10 years ago an FMV was needed for people to drop their jaws, nowadays just look at the frostbite2 engine gameplay trailers for battlefield3, or gameplay footage of crysis2, both of those can acheive the same effect using only what the game is built from already.
OT: the game looks bad. :(
I mean, no offense....
But, when was the last time you saw an intro video to a game that showed you ACTUAL game footage/activities you can do....
If a Deathwing attack actually LOOKED like it does in the intro vid to WoW's Cataclysm, I MAY actually be terrified....but it doesn't.

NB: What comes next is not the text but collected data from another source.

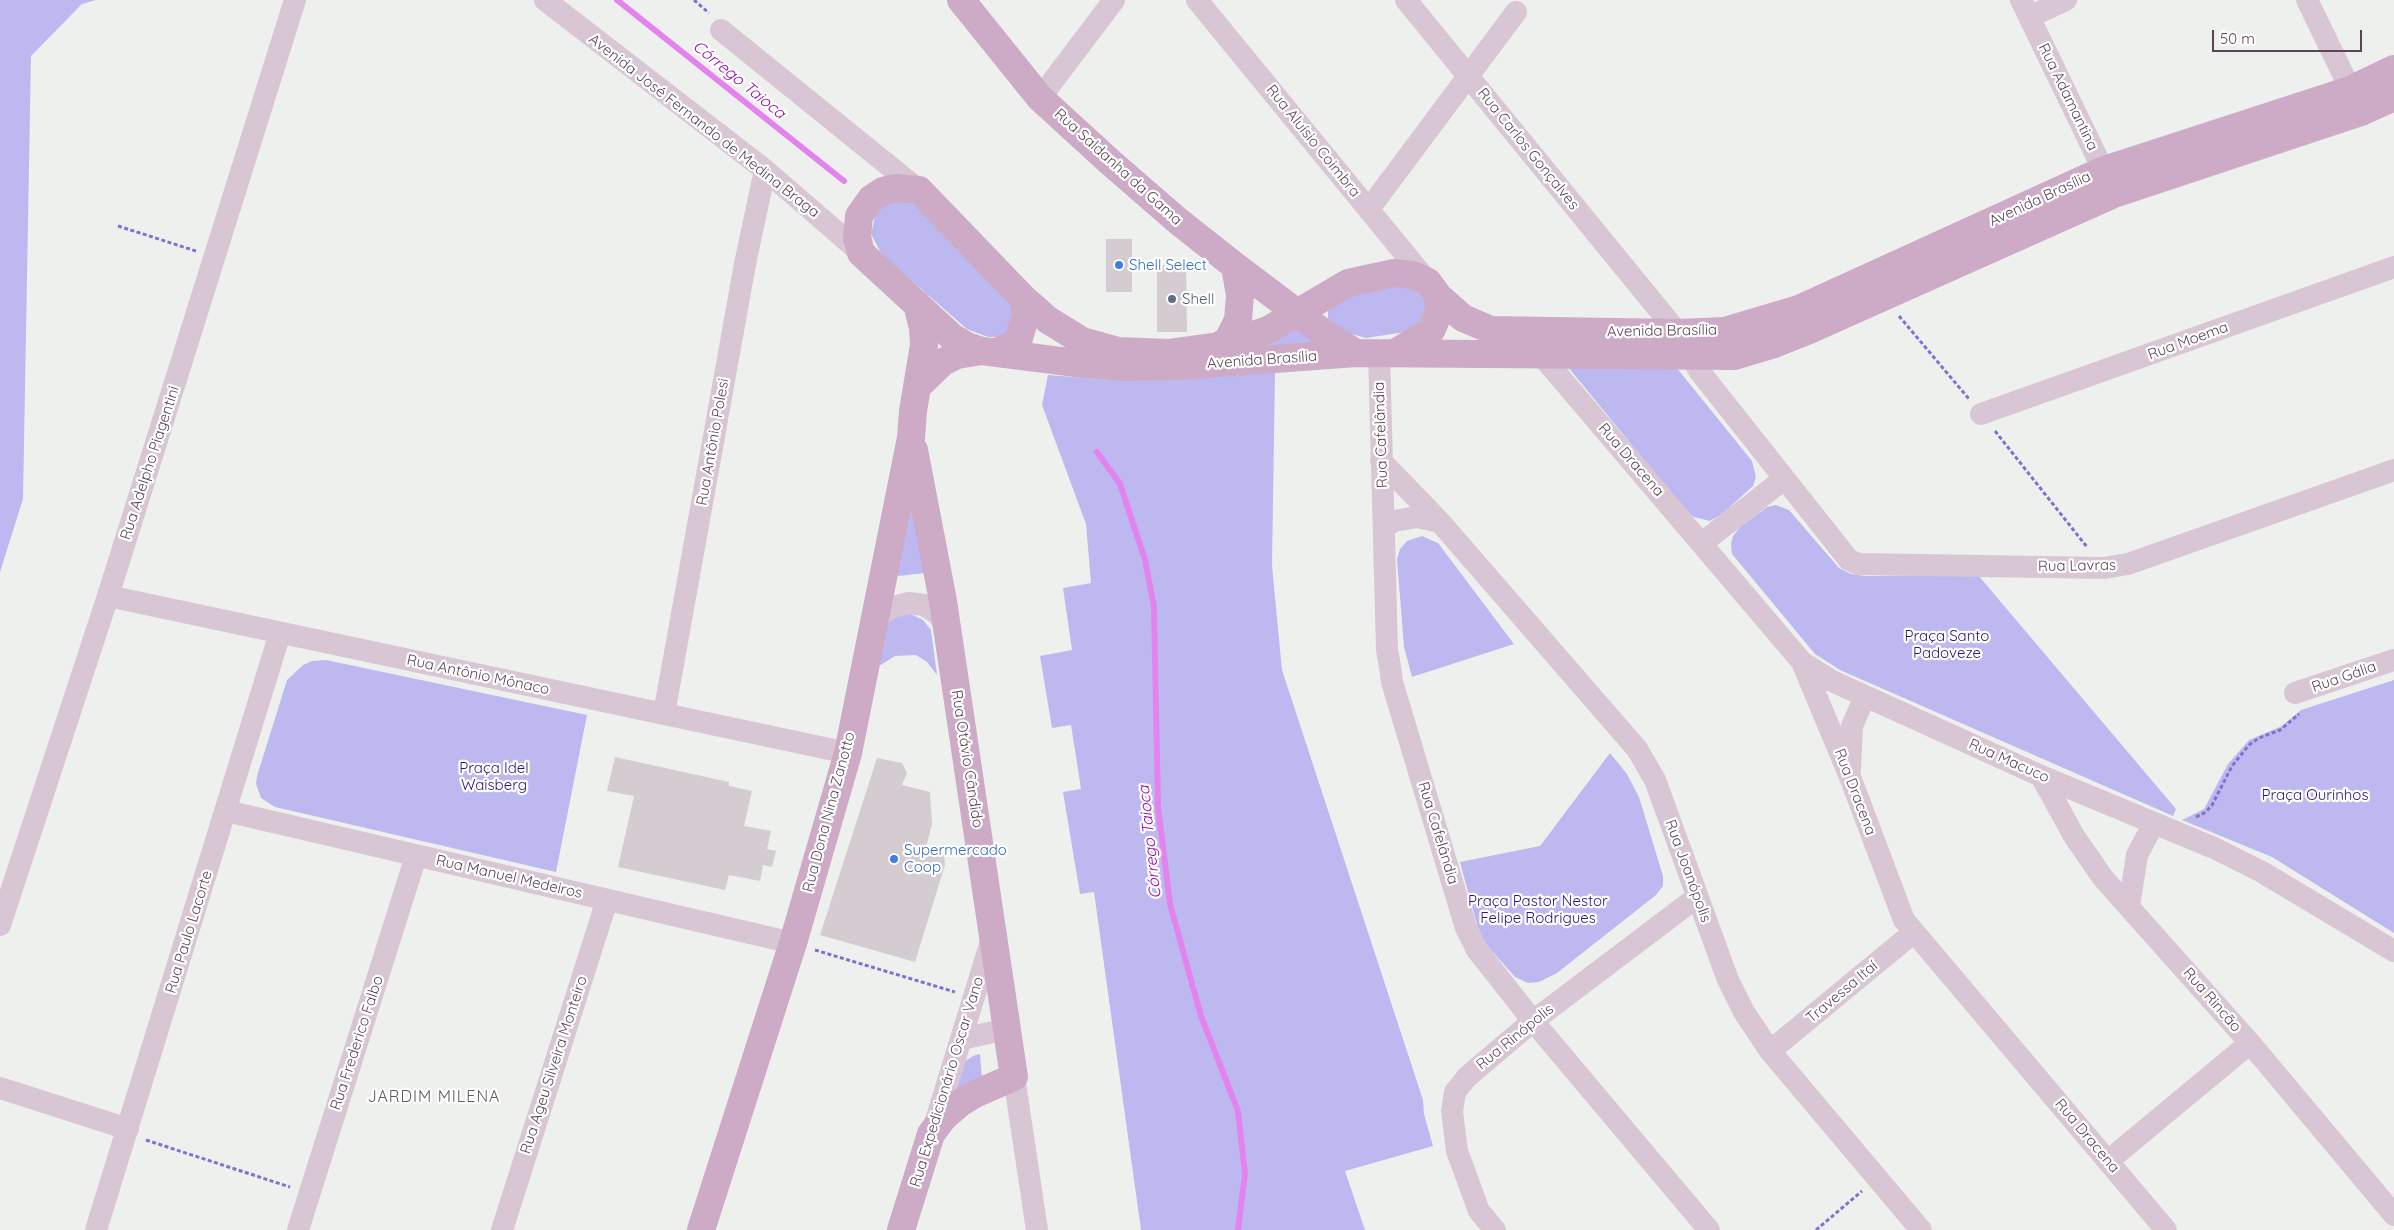 <!DOCTYPE html>
<html>
<head>
<meta charset="utf-8">
<style>
	body { margin:0 }
	#map { position:relative; width:2394px; height:1230px; overflow:hidden; background:#eef0ed; font-family:Quicksand,sans-serif }
	canvas { display:block }
	.scale { position:absolute; left:2212px; top:30px; width:150px; height:22px; box-sizing:border-box; border:2px solid #5b4557; border-top:0; padding-left:6px; font-size:15px; line-height:18px; white-space:nowrap; color:#5b4557; -webkit-text-stroke:4px #fff; paint-order:stroke }
</style>
</head>
<body>
<div id="map">
<canvas width="2394" height="1230"></canvas>
<div class="scale">50 m</div>
</div>
<script>
const context = document.querySelector('canvas').getContext('2d');
context.lineJoin = 'round';
function paint(path, color) { context.fillStyle = color; context.fill(path, 'evenodd'); }
const poly = rows => new Path2D(rows.map(r => 'M' + r).join(''));
function stroke(path, color, width, dash) { context.strokeStyle = color; context.lineWidth = width; context.lineCap = dash ? 'butt' : 'round'; context.setLineDash(dash || []); context.stroke(path); }
function drawText(font, color, halo, rows, align = 'center') {
  context.font = font + ' Quicksand,sans-serif'; context.lineWidth = 4.5; context.setLineDash([]); context.textBaseline = 'middle'; context.strokeStyle = halo; context.fillStyle = color; for (const [text, x, y, turn = 0] of rows) {
    context.save(); context.translate(x, y); context.rotate((+turn || 0) * Math.PI / 180); context.textAlign = isNaN(turn) ? turn : align; if (halo) context.strokeText(text, 0, 0); context.fillText(text, 0, 0); context.restore();
  }
}
const green = poly([
	[0,0,96,0,82,4,31,56,23,499,0,572],
	[896,199,910,200,1018,306,1006,337,988,337,967,329,882,255,871,234,875,217,881,207],
	[1377,280,1421,290,1427,306,1422,321,1405,332,1366,338,1341,331,1328,319,1328,308],
	[1291,324,1324,346,1237,346],
	[1568,367,1676,367,1752,461,1756,477,1753,486,1722,514,1710,521,1694,517,1686,511],
	[1275,371,1272,566,1282,670,1423,1100,1424,1114,1433,1146,1345,1171,1365,1230,1141,1230,1094,892,1080,894,1063,792,1081,789,1071,725,1052,728,1040,656,1072,650,1063,588,1091,583,1086,524,1042,405,1048,375,1111,380],
	[908,482,925,573,889,577],
	[1776,505,1789,510,1839,568,1851,574,1865,576,1978,575,2176,809,2173,816,1840,670,1815,654,1732,554,1731,544,1733,536,1740,527,1767,507],
	[1422,536,1438,543,1514,644,1412,677,1404,647,1397,559,1400,549,1407,541],
	[911,614,923,620,931,630,937,675,927,662,916,655,895,656,879,666,886,623,897,615],
	[326,660,587,715,556,872,275,807,261,798,256,784,257,776,287,680,303,665,312,661],
	[2394,680,2394,933,2272,857,2182,820,2204,809,2228,764,2249,740,2282,726,2301,710],
	[1610,753,1627,774,1639,797,1663,876,1663,886,1656,895,1557,973,1539,982,1528,983,1515,977,1484,942,1477,925,1460,862,1540,846],
	[980,1054,982,1078,959,1090,955,1086,964,1062,973,1056]
]);
const stream = poly([
	[617,0,844,181],
	[1097,452,1120,484,1145,560,1154,607,1158,807,1170,904,1201,1016,1238,1111,1245,1174,1238,1230]
]);
const building = poly([
	[1106,239,1132,239,1132,292,1106,292],
	[1157,265,1186,265,1187,332,1157,332],
	[615,757,729,782,729,786,752,791,744,826,771,831,767,849,776,851,772,867,763,865,760,881,729,875,725,890,618,867,634,796,607,791],
	[877,758,902,763,907,773,902,785,930,792,932,824,926,848,944,854,945,865,915,962,820,935]
]);
const path = poly([
	[694,0,709,13],
	[118,226,196,251],
	[1899,316,1969,399],
	[1995,431,2087,547],
	[2196,817,2206,812,2212,805,2232,766,2249,745,2259,738,2280,730,2299,714],
	[815,950,955,992],
	[146,1140,290,1187],
	[1816,1230,1862,1191]
]);
const minor = poly([
	[545,0,765,170,861,253],
	[1197,0,1428,282],
	[1406,0,1678,333,1700,372,1849,560,1859,564,2104,568,2128,564,2394,470],
	[2021,0,2111,186],
	[2307,0,2358,105],
	[2029,17,2066,0],
	[721,30,919,190],
	[1040,98,1114,0],
	[1369,209,1516,12],
	[1379,353,1387,650,1390,667,1392,682,1466,928,1477,950,1533,1021,1709,1230],
	[1541,355,1802,662,1850,777,1904,920,2166,1230],
	[1981,414,2394,267],
	[1381,461,1440,522,1637,749,1655,780,1728,980,1744,1012,1770,1051,1921,1230],
	[1384,527,1394,521,1417,517,1440,522],
	[1702,543,1784,479],
	[108,596,848,753],
	[874,619,893,607,909,603,924,605,938,614,946,627],
	[1802,662,1832,681,2041,776,2214,848,2262,872,2394,951],
	[2295,693,2394,660],
	[664,714,745,264,765,170],
	[1850,769,1852,726,1865,696],
	[2041,776,2074,836,2103,878,2250,1043,2394,1215],
	[226,811,793,943],
	[2129,906,2137,855,2154,823],
	[0,925,108,596,295,0],
	[961,1039,1007,1029],
	[1770,1051,1913,933],
	[1014,1077,1037,1230],
	[0,1088,128,1129],
	[933,1130,992,938],
	[2108,1161,2250,1043],
	[96,1230,280,633],
	[298,1230,416,856],
	[502,1230,607,900],
	[1495,1230,1479,1211,1457,1151,1452,1111,1455,1092,1467,1077,1533,1021,1697,897]
]);
const major = poly([
	[961,0,1040,98,1110,162,1178,221,1235,266,1325,334,1356,353],
	[2394,69,2350,90,2104,170,1799,309,1725,331,1678,333,1491,330,1463,318,1439,297,1428,282,1413,275,1394,273,1348,283,1268,330,1219,346,1168,353,1118,351,1082,341,1048,320,1023,298,919,190,896,188,883,191,871,199,859,216,857,237,861,253,952,337,967,346,982,351,1084,364,1124,367,1179,366,1356,353,1734,356,1774,344,1807,331,2114,194,2361,112,2394,97],
	[1219,346,1228,340,1238,320,1240,295,1235,266],
	[996,352,1011,346,1019,338,1026,314,1023,298],
	[1395,353,1431,331,1438,315,1439,297],
	[919,385,943,362,957,355,982,351],
	[701,1230,793,943,848,753,911,438,913,411,924,345,923,328,917,304],
	[901,1230,931,1134,943,1118,960,1103,975,1094,1014,1077,943,601,914,450]
]);
const markers = [
	[1119,265,5,"#3f7fe0"],
	[1172,299,5,"#5c6f8a"],
	[894,859,5,"#3f7fe0"]
];
const streetNames = [
	["Rua Adamantina",2068,97,64],
	["Avenida José Fernando de Medina Braga",704,126,38],
	["Rua Aluísio Coimbra",1313,141,51],
	["Rua Carlos Gonçalves",1528,149,51],
	["Rua Saldanha da Gama",1118,167,42],
	["Avenida Brasília",2040,199,-25],
	["Avenida Brasília",1662,331,-1],
	["Rua Moema",2188,341,-20],
	["Avenida Brasília",1262,360,-4],
	["Rua Cafelândia",1381,435,-92],
	["Rua Antônio Polesi",713,442,-80],
	["Rua Dracena",1631,460,49],
	["Rua Adelpho Piagentini",150,463,-72],
	["Rua Lavras",2077,566,-1],
	["Rua Antônio Mônaco",478,675,12],
	["Rua Gália",2344,677,-19],
	["Rua Otávio Cândido",967,759,81],
	["Rua Macuco",2009,761,24],
	["Rua Dracena",1855,792,69],
	["Rua Dona Nina Zanotto",829,812,-75],
	["Rua Cafelândia",1438,833,73],
	["Rua Joanópolis",1688,871,70],
	["Rua Manuel Medeiros",509,877,13],
	["Rua Paulo Lacorte",189,932,-73],
	["Travessa Itaí",1842,992,-40],
	["Rua Rincão",2212,1000,49],
	["Rua Rinópolis",1515,1037,-39],
	["Rua Frederico Falbo",357,1043,-72],
	["Rua Ageu Silveira Monteiro",554,1065,-72],
	["Rua Expedicionário Oscar Vano",947,1082,-73],
	["Rua Dracena",2087,1136,50]
];
const shopNames = [
	["Shell Select",1129,265],
	["Supermercado",904,850],
	["Coop",904,867]
];
const serviceNames = [
	["Shell",1182,299]
];
const parkNames = [
	["Praça Santo",1947,636],
	["Padoveze",1947,653],
	["Praça Idel",494,768],
	["Waisberg",494,785],
	["Praça Ourinhos",2315,795],
	["Praça Pastor Nestor",1538,901],
	["Felipe Rodrigues",1538,918]
];
const waterNames = [
	["Córrego Taioca",739,80,39],
	["Córrego Taioca",1150,842,-96]
];
const neighbourhoodNames = [
	["JARDIM MILENA",434,1097]
];
paint(green, '#bdb9f0');
stroke(stream, '#e384ee', 6);
paint(building, '#d5ccd1');
stroke(path, '#8270cf', 3, [4, 2.5]);
stroke(minor, '#d8c6d5', 22);
stroke(major, '#cdabc7', 28);
for (const [x, y, r, color] of markers) { const dot = new Path2D(); dot.arc(x, y, r, 0, 2 * Math.PI); context.fillStyle = color; context.fill(dot); stroke(dot, '#fff', 2); }
drawText('15px', '#5b4557', '#fff', streetNames);
drawText('15px', '#366cbe', '#fff', shopNames, 'left');
drawText('15px', '#4e5e75', '#fff', serviceNames, 'left');
drawText('15px', '#27147e', '#fff', parkNames);
drawText('italic 16px', '#9908ab', '#fff', waterNames);
context.letterSpacing = '1px';
drawText('16px', '#625960', '#fff', neighbourhoodNames);
context.letterSpacing = '0px';
</script>
</body>
</html>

So, one needs to think of these ads as just that, ads that are made to mind-fuck people into paying for said product.
Ah well, sigh.
I'm a fan...
...and even I am not going to buy this. The first DW on next-gen consoles had only marginally better graphics than the PS2 version, and less missions. It also had a pitiful view distance and number of on-screen enemies. This got even worse, to the point of being nearly unplayable due to inability to figure out what was going on around you, if you played split-screen coop. This when at roughly the same time on the same platform we had Heavenly Sword and its countless legions of enemies, stretching for what looked like miles. Burn me once, shame on me - not going to get burned twice.
As I find myself saying all too frequently these days: if you can't do graphics, do gameplay; if you can't do gameplay, do graphics; if you can do neither graphics nor gameplay, do another freakin' job.